Alessio, il fatto che lei sia celiaco non le da il diritto di pensare che tutte le persone allergiche siano d’accordo con lei a voler subire un angheria e una declassificazione del prodotto per esigenze che non voglio nemmeno discutere perché ritengo offensive e prive si senso. Chiamarlo panettone non offende nessuno, la dicitura SENZA GLUTINE è più che sufficiente a chiarire che si tratta di un panettone non tradizionale, col gusto del PANETTONE e non del DOLCE che può avere MILLE SAPORI DIFFERENTI!
Alessio ti auguro di non dover mai spiegate al tuo bambino che la sua non è una fetta di panettone ma un dolce di Natale ..non ci sei solo tu!
Cavolo che problemone Ugo….non saprei davvero come giustificare un fatto così indiscreto a mio figlio…e invece dover pagare un occhio della testa quei pochi prodotti che si trovano sul mercato per i celiaci oppure scegliere di mangiare una pizza e non trovare una pizzeria che te la faccia perché dovevi ordinarla entro il giorno prima, magari fatta con una base precotta e ritrovarsi al supermercato a comprare una misera margherita da un etto non sono problemi eh! Per te quello che conta è ovviamente che si chiami margherita, poi al gusto e al prezzo ci penserà chi deve comprarla e mangiarsela! Forse più che per il nome sarebbe meglio battersi per qualità e prezzi, non credi? Non ho mai detto che chi soffre di intolleranze o allergie alimentari non debba mangiare gli stessi prodotti degli altri, anzi mi pare il contrario. Ho solo sostenuto che un nome diverso non comporta nulla, soprattutto se fatto in difesa di un disciplinare. Meglio chiamarlo pandoro e pagarlo il doppio secondo te?
Al di là della questione alimento per celiaci, che comporta modifiche per ragioni sanitarie, io ritengo che il problema dello snaturamento di ricette o prodotti tipici, caratterizzanti il nostro prezioso Made in italy,sia un problema reale e di cui occuparsi.

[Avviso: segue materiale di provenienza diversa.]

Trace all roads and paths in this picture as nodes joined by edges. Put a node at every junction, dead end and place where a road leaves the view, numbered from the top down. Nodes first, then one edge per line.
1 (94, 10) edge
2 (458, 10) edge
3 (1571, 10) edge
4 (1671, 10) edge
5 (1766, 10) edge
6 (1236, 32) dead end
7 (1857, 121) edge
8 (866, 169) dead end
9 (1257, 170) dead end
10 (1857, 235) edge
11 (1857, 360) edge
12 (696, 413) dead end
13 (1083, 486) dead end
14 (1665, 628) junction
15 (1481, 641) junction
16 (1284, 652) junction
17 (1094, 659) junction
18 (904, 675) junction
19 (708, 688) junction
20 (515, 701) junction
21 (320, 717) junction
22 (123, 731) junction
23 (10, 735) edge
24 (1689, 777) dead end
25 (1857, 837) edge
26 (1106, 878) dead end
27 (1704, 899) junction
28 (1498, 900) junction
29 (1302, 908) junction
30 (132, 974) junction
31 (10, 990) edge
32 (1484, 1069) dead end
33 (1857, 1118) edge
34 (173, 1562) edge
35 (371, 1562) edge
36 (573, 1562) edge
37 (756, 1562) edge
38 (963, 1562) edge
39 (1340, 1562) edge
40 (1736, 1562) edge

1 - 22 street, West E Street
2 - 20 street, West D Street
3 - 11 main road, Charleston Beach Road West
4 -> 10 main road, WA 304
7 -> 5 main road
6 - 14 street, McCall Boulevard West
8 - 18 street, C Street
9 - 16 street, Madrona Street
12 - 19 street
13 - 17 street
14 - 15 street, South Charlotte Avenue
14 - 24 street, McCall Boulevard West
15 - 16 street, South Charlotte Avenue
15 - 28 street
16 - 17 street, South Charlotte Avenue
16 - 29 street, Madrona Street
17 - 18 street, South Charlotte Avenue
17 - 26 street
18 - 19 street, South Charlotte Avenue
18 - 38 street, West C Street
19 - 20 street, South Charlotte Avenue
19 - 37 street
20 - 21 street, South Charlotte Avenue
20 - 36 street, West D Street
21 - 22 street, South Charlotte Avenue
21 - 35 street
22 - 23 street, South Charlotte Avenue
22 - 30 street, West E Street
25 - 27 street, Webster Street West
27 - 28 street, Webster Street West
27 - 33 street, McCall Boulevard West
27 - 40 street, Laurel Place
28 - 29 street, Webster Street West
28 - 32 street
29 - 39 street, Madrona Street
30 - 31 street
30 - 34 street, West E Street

Penso per es al “pesto senza aglio”. Allora, il pesto senza aglio non esiste, non è il pesto comunemente inteso cioè ligure. E dovrebbe essere proibito vendere un prodotto chiamandolo così. Ma è la gente che dovrebbe smettere di pretendere cose modificate a suo esclusivo gusto. Così si perde via via la tradizione dell’alimento. Per es vorrei smettere di sentir chiedere al salumiere della salsiccia magra -non sarebbe salsiccia- o addirittura della pancetta , magra!! Perché poi il salumiere x non perdere clientela finisce x apportare modifiche o cercare carni che non sono più come dovrebbero essere, a discapito dei sapori! Tanto che ormai le stesse razze dei maiali sono state modificate , adesso viviamo in un’epoca in cui la carne di maiale è più magra di quella di manzo! E questo perché l’essere umano ha la pretesa di mangiare tutti i giorni cose che andrebbero mangiate ogni 15 giorni…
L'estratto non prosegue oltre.